Face à Trump, la candidature démocrate de Bernie Sanders—le sénateur du Vermont qui se déclare socialiste—apparaît moins outrancière mais tout aussi exotique pour les Etats-Unis. Selon Trump, l’étranger est la cause de tous les maux de l’Amérique. Pour Bernie Sanders, l’Amérique est au plus bas parce qu’elle est dominée par les financiers de Wall Street. Il est douteux que « Uncle Bernie » ravisse à Hillary Clinton la nomination démocrate, mais allez savoir.

Ces insurrections symétriques, quasi fascistes à droite, quasi marxistes à gauche, ne résument pas une Amérique réelle. Trump et Sanders illustrent le malaise des Blancs les plus modestes qui se sentent marginalisés dans une nation multiraciale. Inutile de cacher que ces « petits Blancs » n’ont pas digéré que le président actuel soit noir, ni que les Blancs deviennent, en Amérique, une minorité parmi d’autres. Les fans de Bernie Sanders sont décontenancés par la mondialisation qui place un ouvrier de l’Ohio en concurrence avec un ouvrier chinois ; la plupart d’entre eux—et c’est la même chose chez Trump—n’ont pas accepté le fait que les rémunérations soient indexées sur les diplômes universitaires, principale raison des écarts de salaires aux Etats-Unis.

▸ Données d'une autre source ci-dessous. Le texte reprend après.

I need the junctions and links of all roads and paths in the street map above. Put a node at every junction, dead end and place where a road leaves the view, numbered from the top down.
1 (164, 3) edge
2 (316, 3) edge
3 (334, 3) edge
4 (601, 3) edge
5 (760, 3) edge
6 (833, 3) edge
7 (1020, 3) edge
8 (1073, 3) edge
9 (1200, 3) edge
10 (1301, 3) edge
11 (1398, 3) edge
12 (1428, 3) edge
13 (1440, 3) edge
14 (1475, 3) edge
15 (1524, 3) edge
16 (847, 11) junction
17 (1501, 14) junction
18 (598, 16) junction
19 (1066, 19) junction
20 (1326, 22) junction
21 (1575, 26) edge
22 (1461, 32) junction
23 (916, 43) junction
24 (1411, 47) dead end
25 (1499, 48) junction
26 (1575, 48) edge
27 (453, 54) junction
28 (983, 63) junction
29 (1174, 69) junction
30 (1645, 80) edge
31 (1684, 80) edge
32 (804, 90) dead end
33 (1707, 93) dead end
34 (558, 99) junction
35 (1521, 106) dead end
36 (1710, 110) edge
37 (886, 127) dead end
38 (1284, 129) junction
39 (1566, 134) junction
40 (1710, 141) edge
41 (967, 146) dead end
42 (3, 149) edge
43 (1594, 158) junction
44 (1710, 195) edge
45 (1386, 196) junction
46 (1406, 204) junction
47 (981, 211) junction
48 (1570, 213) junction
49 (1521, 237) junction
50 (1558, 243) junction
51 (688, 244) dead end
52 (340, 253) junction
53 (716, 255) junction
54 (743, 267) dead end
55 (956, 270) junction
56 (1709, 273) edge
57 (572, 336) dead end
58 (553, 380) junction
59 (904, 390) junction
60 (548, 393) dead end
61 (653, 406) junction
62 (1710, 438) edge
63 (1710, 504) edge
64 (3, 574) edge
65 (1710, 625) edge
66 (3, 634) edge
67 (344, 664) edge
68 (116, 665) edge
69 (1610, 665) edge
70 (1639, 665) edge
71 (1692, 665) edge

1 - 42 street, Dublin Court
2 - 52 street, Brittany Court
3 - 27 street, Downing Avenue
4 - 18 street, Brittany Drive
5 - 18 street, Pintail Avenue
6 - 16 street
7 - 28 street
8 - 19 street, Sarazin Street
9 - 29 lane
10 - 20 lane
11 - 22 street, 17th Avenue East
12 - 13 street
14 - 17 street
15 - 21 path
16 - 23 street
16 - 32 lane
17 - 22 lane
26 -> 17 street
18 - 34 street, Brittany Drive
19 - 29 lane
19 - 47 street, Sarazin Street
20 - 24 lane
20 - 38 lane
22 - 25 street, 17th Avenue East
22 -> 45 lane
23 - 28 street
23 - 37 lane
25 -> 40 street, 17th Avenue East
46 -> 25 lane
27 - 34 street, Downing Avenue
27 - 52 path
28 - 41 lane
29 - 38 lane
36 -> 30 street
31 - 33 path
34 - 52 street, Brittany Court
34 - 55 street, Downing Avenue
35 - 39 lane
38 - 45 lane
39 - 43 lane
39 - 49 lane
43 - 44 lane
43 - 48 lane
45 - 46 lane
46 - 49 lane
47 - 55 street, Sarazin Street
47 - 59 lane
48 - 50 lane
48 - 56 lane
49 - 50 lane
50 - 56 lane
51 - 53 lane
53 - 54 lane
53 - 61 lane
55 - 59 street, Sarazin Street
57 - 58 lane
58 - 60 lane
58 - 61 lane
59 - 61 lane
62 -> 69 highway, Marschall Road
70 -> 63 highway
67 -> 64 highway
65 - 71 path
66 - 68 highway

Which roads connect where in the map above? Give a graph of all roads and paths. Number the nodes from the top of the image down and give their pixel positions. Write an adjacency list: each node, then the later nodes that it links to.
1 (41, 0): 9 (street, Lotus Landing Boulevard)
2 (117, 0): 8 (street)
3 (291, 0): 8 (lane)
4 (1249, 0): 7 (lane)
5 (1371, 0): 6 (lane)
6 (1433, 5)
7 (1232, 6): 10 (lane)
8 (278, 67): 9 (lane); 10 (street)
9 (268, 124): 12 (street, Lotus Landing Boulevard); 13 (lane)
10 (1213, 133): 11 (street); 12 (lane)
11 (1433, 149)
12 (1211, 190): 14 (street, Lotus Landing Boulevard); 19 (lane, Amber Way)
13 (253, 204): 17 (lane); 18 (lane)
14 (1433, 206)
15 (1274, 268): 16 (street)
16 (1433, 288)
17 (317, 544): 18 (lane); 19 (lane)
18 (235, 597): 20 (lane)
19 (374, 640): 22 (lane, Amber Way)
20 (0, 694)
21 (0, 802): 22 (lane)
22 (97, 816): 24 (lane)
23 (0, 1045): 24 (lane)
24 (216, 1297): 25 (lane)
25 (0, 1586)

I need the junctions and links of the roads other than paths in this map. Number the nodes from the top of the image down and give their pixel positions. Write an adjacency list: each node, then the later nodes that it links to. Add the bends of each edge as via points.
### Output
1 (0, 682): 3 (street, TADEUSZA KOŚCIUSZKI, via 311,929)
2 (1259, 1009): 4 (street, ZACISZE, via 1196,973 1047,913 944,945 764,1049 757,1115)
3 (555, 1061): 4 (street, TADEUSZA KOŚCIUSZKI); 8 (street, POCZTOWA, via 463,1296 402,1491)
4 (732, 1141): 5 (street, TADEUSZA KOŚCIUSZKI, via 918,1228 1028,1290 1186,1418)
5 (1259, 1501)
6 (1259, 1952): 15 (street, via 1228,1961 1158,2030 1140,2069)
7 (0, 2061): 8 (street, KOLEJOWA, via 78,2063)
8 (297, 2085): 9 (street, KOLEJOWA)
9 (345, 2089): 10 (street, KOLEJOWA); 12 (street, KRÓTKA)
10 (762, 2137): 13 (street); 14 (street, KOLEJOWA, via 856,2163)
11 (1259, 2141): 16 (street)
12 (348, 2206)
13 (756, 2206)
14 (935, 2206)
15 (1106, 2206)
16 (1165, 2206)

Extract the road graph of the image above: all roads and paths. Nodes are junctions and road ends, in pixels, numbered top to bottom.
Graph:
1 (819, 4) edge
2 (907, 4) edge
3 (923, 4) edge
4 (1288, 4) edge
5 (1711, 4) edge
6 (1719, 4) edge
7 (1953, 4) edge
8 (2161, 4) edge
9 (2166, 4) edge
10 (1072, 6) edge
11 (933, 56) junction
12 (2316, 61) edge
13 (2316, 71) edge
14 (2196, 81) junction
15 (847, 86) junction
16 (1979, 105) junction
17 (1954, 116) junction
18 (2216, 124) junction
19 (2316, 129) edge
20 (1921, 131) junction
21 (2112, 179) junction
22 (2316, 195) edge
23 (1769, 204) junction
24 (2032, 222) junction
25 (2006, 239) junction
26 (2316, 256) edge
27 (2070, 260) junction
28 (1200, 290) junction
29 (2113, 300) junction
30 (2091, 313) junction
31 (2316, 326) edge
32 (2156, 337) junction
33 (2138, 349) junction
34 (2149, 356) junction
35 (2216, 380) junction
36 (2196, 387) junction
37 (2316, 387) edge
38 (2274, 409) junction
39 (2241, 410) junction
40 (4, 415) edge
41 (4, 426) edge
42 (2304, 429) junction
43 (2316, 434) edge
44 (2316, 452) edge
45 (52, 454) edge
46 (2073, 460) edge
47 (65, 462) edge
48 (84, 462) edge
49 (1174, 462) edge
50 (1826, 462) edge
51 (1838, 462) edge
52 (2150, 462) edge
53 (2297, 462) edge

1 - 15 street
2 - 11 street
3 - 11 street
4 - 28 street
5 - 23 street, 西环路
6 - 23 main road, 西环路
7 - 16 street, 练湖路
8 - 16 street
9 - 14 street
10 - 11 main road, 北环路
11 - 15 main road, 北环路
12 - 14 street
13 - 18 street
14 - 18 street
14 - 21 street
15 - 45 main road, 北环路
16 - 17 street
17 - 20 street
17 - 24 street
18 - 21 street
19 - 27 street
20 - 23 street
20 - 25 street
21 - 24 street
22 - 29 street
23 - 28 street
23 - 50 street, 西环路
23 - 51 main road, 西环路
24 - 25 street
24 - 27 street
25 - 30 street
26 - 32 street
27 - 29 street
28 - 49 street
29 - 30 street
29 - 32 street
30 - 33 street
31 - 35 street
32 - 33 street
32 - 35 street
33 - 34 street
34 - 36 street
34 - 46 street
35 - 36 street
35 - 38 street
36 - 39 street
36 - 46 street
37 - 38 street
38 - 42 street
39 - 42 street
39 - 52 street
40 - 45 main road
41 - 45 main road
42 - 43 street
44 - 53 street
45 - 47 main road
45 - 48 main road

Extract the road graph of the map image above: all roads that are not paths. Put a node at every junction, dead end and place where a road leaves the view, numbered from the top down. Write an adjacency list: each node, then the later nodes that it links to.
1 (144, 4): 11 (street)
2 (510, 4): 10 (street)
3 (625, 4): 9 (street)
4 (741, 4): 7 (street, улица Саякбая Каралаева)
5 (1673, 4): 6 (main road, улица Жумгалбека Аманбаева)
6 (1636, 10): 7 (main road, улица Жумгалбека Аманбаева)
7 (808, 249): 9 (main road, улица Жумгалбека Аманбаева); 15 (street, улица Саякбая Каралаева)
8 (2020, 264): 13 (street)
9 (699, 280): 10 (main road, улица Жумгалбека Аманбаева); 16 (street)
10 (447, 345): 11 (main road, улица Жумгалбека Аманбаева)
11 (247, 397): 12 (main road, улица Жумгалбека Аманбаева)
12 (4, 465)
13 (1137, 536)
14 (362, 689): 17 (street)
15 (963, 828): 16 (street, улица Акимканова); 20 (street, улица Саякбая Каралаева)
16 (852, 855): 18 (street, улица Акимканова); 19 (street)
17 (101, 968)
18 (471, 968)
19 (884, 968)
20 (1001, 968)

L’électorat de Trump, comme celui des fascistes et des communistes européens dans les années 1930, est pour l’essentiel un lumpenprolétariat. Soulignons aussi que la révolte contre l’establishment, point commun à Sanders et à Trump, est dopée par les médias : en raison de leurs excès, ces deux-là font le spectacle et ratissent l’audience. Par contraste, tous les autres candidats paraissent ennuyeux et déjà vus.

Que la politique soit devenue un spectacle n’est pas exclusivement américain. Que les « minorités » blanches et chrétiennes se sentent menacées par « l’invasion » de non-Européens n’est pas non plus exclusivement américain. Avec un sens du spectacle moins grandiloquent qu’aux Etats-Unis, les leaders d’extrême-droite et d’extrême-gauche en Europe (Front national en France, Podemos en Espagne, etc.) tiennent, au fond, un discours similaire à celui de Trump et de Sanders.
Toutefois, les Etats-Unis conservent un avantage sur l’Europe : la résistance de leurs institutions. Quel que soit le président, la Constitution prévaut. Contre-pouvoirs, le Congrès, la justice et les Etats encadrent l’autorité de la Maison Blanche. Un président, fut-il fasciste—un scénario imaginé par le romancier Philip Roth—ne parviendrait pas à imposer le fascisme. Un président, fut-il marxiste, ne parviendrait pas plus à faire régner le socialisme. L’un et l’autre seraient destitués. Il n’empêche que ce Donald inquiétant et Oncle Bernie révèlent un malaise en Occident, où certains ne s’accommodent pas de la fin de l’impérialisme des Blancs.